>>>
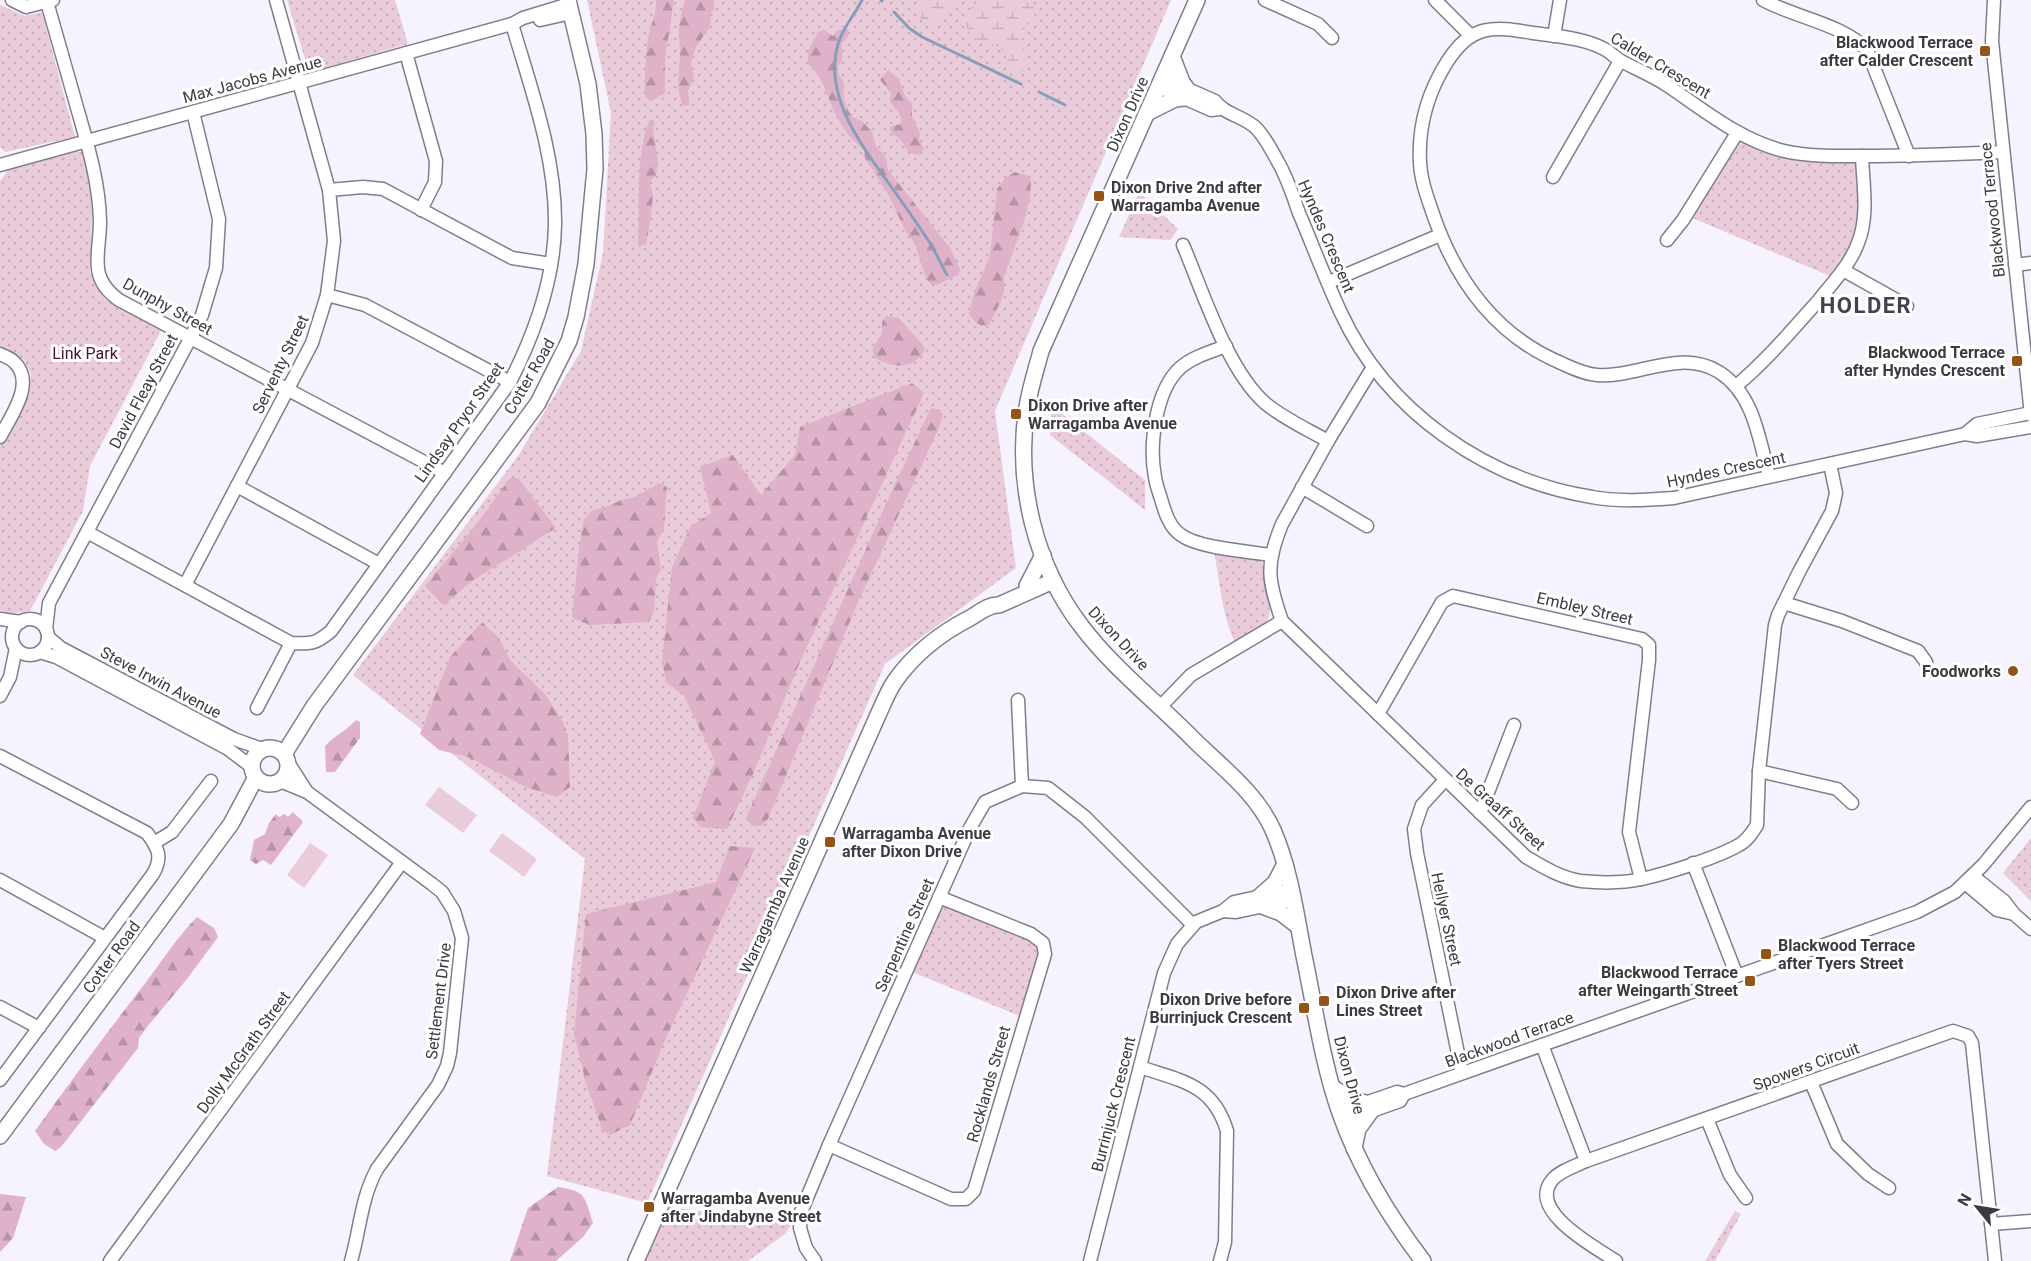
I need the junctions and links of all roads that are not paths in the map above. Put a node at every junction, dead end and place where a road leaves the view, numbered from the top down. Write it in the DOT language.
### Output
graph roads {
  1 [pos="12,0"];
  2 [pos="276,0"];
  3 [pos="1197,0"];
  4 [pos="1265,0"];
  5 [pos="1435,0"];
  6 [pos="1560,0"];
  7 [pos="1763,0"];
  8 [pos="1994,0"];
  9 [pos="50,1"];
  10 [pos="569,5"];
  11 [pos="512,24"];
  12 [pos="1470,35"];
  13 [pos="1554,36"];
  14 [pos="1332,38"];
  15 [pos="406,53"];
  16 [pos="1172,56"];
  17 [pos="1620,61"];
  18 [pos="1161,82"];
  19 [pos="299,83"];
  20 [pos="1185,93"];
  21 [pos="193,112"];
  22 [pos="1147,113"];
  23 [pos="1737,133"];
  24 [pos="87,141"];
  25 [pos="2003,152"];
  26 [pos="1862,156"];
  27 [pos="1909,156"];
  28 [pos="0,165"];
  29 [pos="1553,177"];
  30 [pos="329,190"];
  31 [pos="421,210"];
  32 [pos="1440,235"];
  33 [pos="1667,240"];
  34 [pos="1183,244"];
  35 [pos="2031,263"];
  36 [pos="551,264"];
  37 [pos="2015,265"];
  38 [pos="1843,270"];
  39 [pos="1329,282"];
  40 [pos="327,295"];
  41 [pos="1907,306"];
  42 [pos="190,337"];
  43 [pos="1226,346"];
  44 [pos="0,354"];
  45 [pos="1373,367"];
  46 [pos="510,382"];
  47 [pos="1736,386"];
  48 [pos="288,389"];
  49 [pos="2031,414"];
  50 [pos="2031,427"];
  51 [pos="1965,434"];
  52 [pos="0,437"];
  53 [pos="1328,441"];
  54 [pos="1830,464"];
  55 [pos="445,473"];
  56 [pos="1769,476"];
  57 [pos="237,486"];
  58 [pos="1302,487"];
  59 [pos="1367,526"];
  60 [pos="87,532"];
  61 [pos="1043,555"];
  62 [pos="1270,555"];
  63 [pos="379,564"];
  64 [pos="1052,578"];
  65 [pos="185,585"];
  66 [pos="1028,589"];
  67 [pos="49,603"];
  68 [pos="1065,603"];
  69 [pos="1784,603"];
  70 [pos="0,620"];
  71 [pos="23,621"];
  72 [pos="1282,621"];
  73 [pos="47,633"];
  74 [pos="13,634"];
  75 [pos="291,643"];
  76 [pos="16,648"];
  77 [pos="37,653"];
  78 [pos="1926,662"];
  79 [pos="10,677"];
  80 [pos="0,696"];
  81 [pos="1018,700"];
  82 [pos="1161,706"];
  83 [pos="257,708"];
  84 [pos="1378,714"];
  85 [pos="1514,725"];
  86 [pos="277,753"];
  87 [pos="0,756"];
  88 [pos="1759,771"];
  89 [pos="254,772"];
  90 [pos="1445,780"];
  91 [pos="211,781"];
  92 [pos="275,783"];
  93 [pos="1022,786"];
  94 [pos="307,792"];
  95 [pos="1852,803"];
  96 [pos="2031,807"];
  97 [pos="1480,813"];
  98 [pos="231,824"];
  99 [pos="154,843"];
  100 [pos="1999,848"];
  101 [pos="402,862"];
  102 [pos="1693,863"];
  103 [pos="1284,864"];
  104 [pos="1641,879"];
  105 [pos="1969,879"];
  106 [pos="0,880"];
  107 [pos="1995,894"];
  108 [pos="1292,895"];
  109 [pos="939,897"];
  110 [pos="1261,901"];
  111 [pos="2014,914"];
  112 [pos="1193,924"];
  113 [pos="1298,926"];
  114 [pos="2031,928"];
  115 [pos="105,938"];
  116 [pos="1737,976"];
  117 [pos="0,1007"];
  118 [pos="39,1028"];
  119 [pos="1542,1045"];
  120 [pos="1140,1067"];
  121 [pos="1462,1073"];
  122 [pos="0,1080"];
  123 [pos="1811,1082"];
  124 [pos="1332,1087"];
  125 [pos="1368,1107"];
  126 [pos="19,1111"];
  127 [pos="1341,1116"];
  128 [pos="1707,1119"];
  129 [pos="0,1136"];
  130 [pos="0,1144"];
  131 [pos="829,1145"];
  132 [pos="1354,1148"];
  133 [pos="1586,1161"];
  134 [pos="1889,1188"];
  135 [pos="1746,1198"];
  136 [pos="2031,1221"];
  137 [pos="1991,1224"];
  138 [pos="110,1261"];
  139 [pos="351,1261"];
  140 [pos="636,1261"];
  141 [pos="815,1261"];
  142 [pos="1090,1261"];
  143 [pos="1220,1261"];
  144 [pos="1423,1261"];
  145 [pos="1616,1261"];
  146 [pos="1995,1261"];
  1 -- 9 [label="street"];
  2 -- 19 [label="street, Serventy Street"];
  3 -- 16 [label="main road, Dixon Drive"];
  4 -- 14 [label="street"];
  5 -- 12 [label="street"];
  6 -- 13 [label="street"];
  7 -- 27 [label="street"];
  8 -- 25 [label="street, Blackwood Terrace"];
  9 -- 24 [label="street, Dunphy Street"];
  10 -- 11 [label="street, Max Jacobs Avenue"];
  10 -- 86 [label="main road, Cotter Road"];
  11 -- 15 [label="street, Max Jacobs Avenue"];
  11 -- 36 [label="street, Lindsay Pryor Street"];
  12 -- 13 [label="street, Calder Crescent"];
  12 -- 32 [label="street"];
  13 -- 17 [label="street, Calder Crescent"];
  15 -- 19 [label="street, Max Jacobs Avenue"];
  15 -- 31 [label="street"];
  16 -- 18 [label="main road, Dixon Drive"];
  16 -- 20 [label="main road"];
  17 -- 23 [label="street, Calder Crescent"];
  17 -- 29 [label="street"];
  18 -- 20 [label="street, Hyndes Crescent"];
  18 -- 22 [label="main road, Dixon Drive"];
  19 -- 21 [label="street, Max Jacobs Avenue"];
  19 -- 30 [label="street, Serventy Street"];
  20 -- 22 [label="main road"];
  20 -- 39 [label="street, Hyndes Crescent"];
  21 -- 24 [label="street, Max Jacobs Avenue"];
  21 -- 42 [label="street, David Fleay Street"];
  22 -- 61 [label="main road, Dixon Drive"];
  23 -- 26 [label="street, Calder Crescent"];
  23 -- 33 [label="street"];
  24 -- 28 [label="street, Max Jacobs Avenue"];
  24 -- 42 [label="street, Dunphy Street"];
  25 -- 27 [label="street, Calder Crescent"];
  25 -- 37 [label="street, Blackwood Terrace"];
  26 -- 27 [label="street, Calder Crescent"];
  26 -- 38 [label="street"];
  30 -- 31 [label="street"];
  30 -- 40 [label="street, Serventy Street"];
  31 -- 36 [label="street"];
  32 -- 39 [label="street"];
  32 -- 47 [label="street"];
  34 -- 43 [label="street"];
  35 -- 37 [label="street"];
  36 -- 46 [label="street, Lindsay Pryor Street"];
  37 -- 49 [label="street, Blackwood Terrace"];
  38 -- 41 [label="street"];
  38 -- 47 [label="street"];
  39 -- 45 [label="street, Hyndes Crescent"];
  40 -- 46 [label="street"];
  40 -- 48 [label="street, Serventy Street"];
  42 -- 48 [label="street, Dunphy Street"];
  42 -- 60 [label="street, David Fleay Street"];
  43 -- 53 [label="street"];
  43 -- 62 [label="street"];
  44 -- 52 [label="street"];
  45 -- 53 [label="street, De Graaff Street"];
  45 -- 56 [label="street, Hyndes Crescent"];
  46 -- 55 [label="street, Lindsay Pryor Street"];
  47 -- 56 [label="street"];
  48 -- 55 [label="street, Dunphy Street"];
  48 -- 57 [label="street, Serventy Street"];
  49 -- 51 [label="street, Hyndes Crescent"];
  50 -- 51 [label="street, Hyndes Crescent"];
  51 -- 54 [label="street, Hyndes Crescent"];
  53 -- 58 [label="street, De Graaff Street"];
  54 -- 56 [label="street, Hyndes Crescent"];
  54 -- 69 [label="street, De Graaff Street"];
  55 -- 63 [label="street, Lindsay Pryor Street"];
  57 -- 63 [label="street"];
  57 -- 65 [label="street, Serventy Street"];
  58 -- 59 [label="street"];
  58 -- 62 [label="street, De Graaff Street"];
  60 -- 65 [label="street"];
  60 -- 67 [label="street, David Fleay Street"];
  61 -- 64 [label="main road, Dixon Drive"];
  61 -- 66 [label="main road"];
  62 -- 72 [label="street, De Graaff Street"];
  63 -- 75 [label="street, Lindsay Pryor Street"];
  64 -- 66 [label="main road, Warragamba Avenue"];
  64 -- 68 [label="main road, Dixon Drive"];
  65 -- 75 [label="street"];
  66 -- 68 [label="main road"];
  66 -- 140 [label="main road, Warragamba Avenue"];
  67 -- 71 [label="street, David Fleay Street"];
  67 -- 73 [label="street, David Fleay Street"];
  68 -- 82 [label="main road, Dixon Drive"];
  69 -- 78 [label="street"];
  69 -- 88 [label="street, De Graaff Street"];
  70 -- 71 [label="street"];
  70 -- 74 [label="street"];
  71 -- 73 [label="street"];
  71 -- 74 [label="street"];
  72 -- 82 [label="street"];
  72 -- 84 [label="street, De Graaff Street"];
  73 -- 77 [label="street"];
  73 -- 86 [label="street, Steve Irwin Avenue"];
  74 -- 76 [label="street"];
  75 -- 83 [label="street"];
  76 -- 77 [label="street"];
  76 -- 79 [label="street"];
  77 -- 79 [label="street"];
  77 -- 89 [label="street, Steve Irwin Avenue"];
  79 -- 80 [label="street"];
  81 -- 93 [label="street"];
  82 -- 103 [label="main road, Dixon Drive"];
  84 -- 90 [label="street, De Graaff Street"];
  84 -- 104 [label="street, Embley Street"];
  85 -- 97 [label="street"];
  86 -- 89 [label="main road"];
  86 -- 92 [label="main road"];
  86 -- 94 [label="street, Settlement Drive"];
  87 -- 99 [label="street"];
  88 -- 95 [label="street"];
  88 -- 102 [label="street, De Graaff Street"];
  89 -- 92 [label="main road"];
  89 -- 98 [label="main road, Cotter Road"];
  90 -- 97 [label="street, De Graaff Street"];
  90 -- 121 [label="street, Hellyer Street"];
  91 -- 99 [label="street"];
  92 -- 94 [label="street, Settlement Drive"];
  92 -- 98 [label="main road, Cotter Road"];
  93 -- 109 [label="street, Serpentine Street"];
  93 -- 112 [label="street"];
  94 -- 101 [label="street, Settlement Drive"];
  96 -- 100 [label="street, Blackwood Terrace"];
  97 -- 104 [label="street, De Graaff Street"];
  98 -- 126 [label="main road, Cotter Road"];
  99 -- 115 [label="street"];
  100 -- 105 [label="street, Blackwood Terrace"];
  100 -- 107 [label="street"];
  101 -- 138 [label="street, Dolly McGrath Street"];
  101 -- 139 [label="street, Settlement Drive"];
  102 -- 104 [label="street, De Graaff Street"];
  102 -- 116 [label="street"];
  103 -- 108 [label="main road, Dixon Drive"];
  103 -- 110 [label="main road"];
  105 -- 107 [label="street"];
  105 -- 111 [label="street"];
  105 -- 116 [label="street, Blackwood Terrace"];
  106 -- 115 [label="street"];
  107 -- 111 [label="street"];
  108 -- 110 [label="street, Burrinjuck Crescent"];
  108 -- 113 [label="main road, Dixon Drive"];
  109 -- 131 [label="street, Serpentine Street"];
  109 -- 131 [label="street, Rocklands Street"];
  110 -- 112 [label="street, Burrinjuck Crescent"];
  110 -- 113 [label="main road"];
  111 -- 114 [label="street"];
  112 -- 120 [label="street, Burrinjuck Crescent"];
  113 -- 124 [label="main road, Dixon Drive"];
  115 -- 118 [label="street"];
  116 -- 119 [label="street, Blackwood Terrace"];
  117 -- 118 [label="street"];
  118 -- 122 [label="street"];
  119 -- 121 [label="street, Blackwood Terrace"];
  119 -- 133 [label="street"];
  120 -- 142 [label="street, Burrinjuck Crescent"];
  120 -- 143 [label="street"];
  121 -- 125 [label="street, Blackwood Terrace"];
  123 -- 128 [label="street, Spowers Circuit"];
  123 -- 134 [label="street"];
  123 -- 137 [label="street, Spowers Circuit"];
  124 -- 125 [label="main road"];
  124 -- 127 [label="main road, Dixon Drive"];
  125 -- 127 [label="street, Blackwood Terrace"];
  125 -- 132 [label="main road"];
  126 -- 129 [label="main road, Cotter Road"];
  126 -- 130 [label="main road, Cotter Road"];
  127 -- 132 [label="main road, Dixon Drive"];
  128 -- 133 [label="street, Spowers Circuit"];
  128 -- 135 [label="street"];
  131 -- 141 [label="street, Serpentine Street"];
  132 -- 144 [label="main road, Dixon Drive"];
  133 -- 145 [label="street, Spowers Circuit"];
  136 -- 137 [label="street"];
  137 -- 146 [label="street, Spowers Circuit"];
}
<<<
Search the entries for the word "Circuit" and show every line that has it.

▶ [WRITTEN ANSWER]:
  123 -- 128 [label="street, Spowers Circuit"];
  123 -- 137 [label="street, Spowers Circuit"];
  128 -- 133 [label="street, Spowers Circuit"];
  133 -- 145 [label="street, Spowers Circuit"];
  137 -- 146 [label="street, Spowers Circuit"];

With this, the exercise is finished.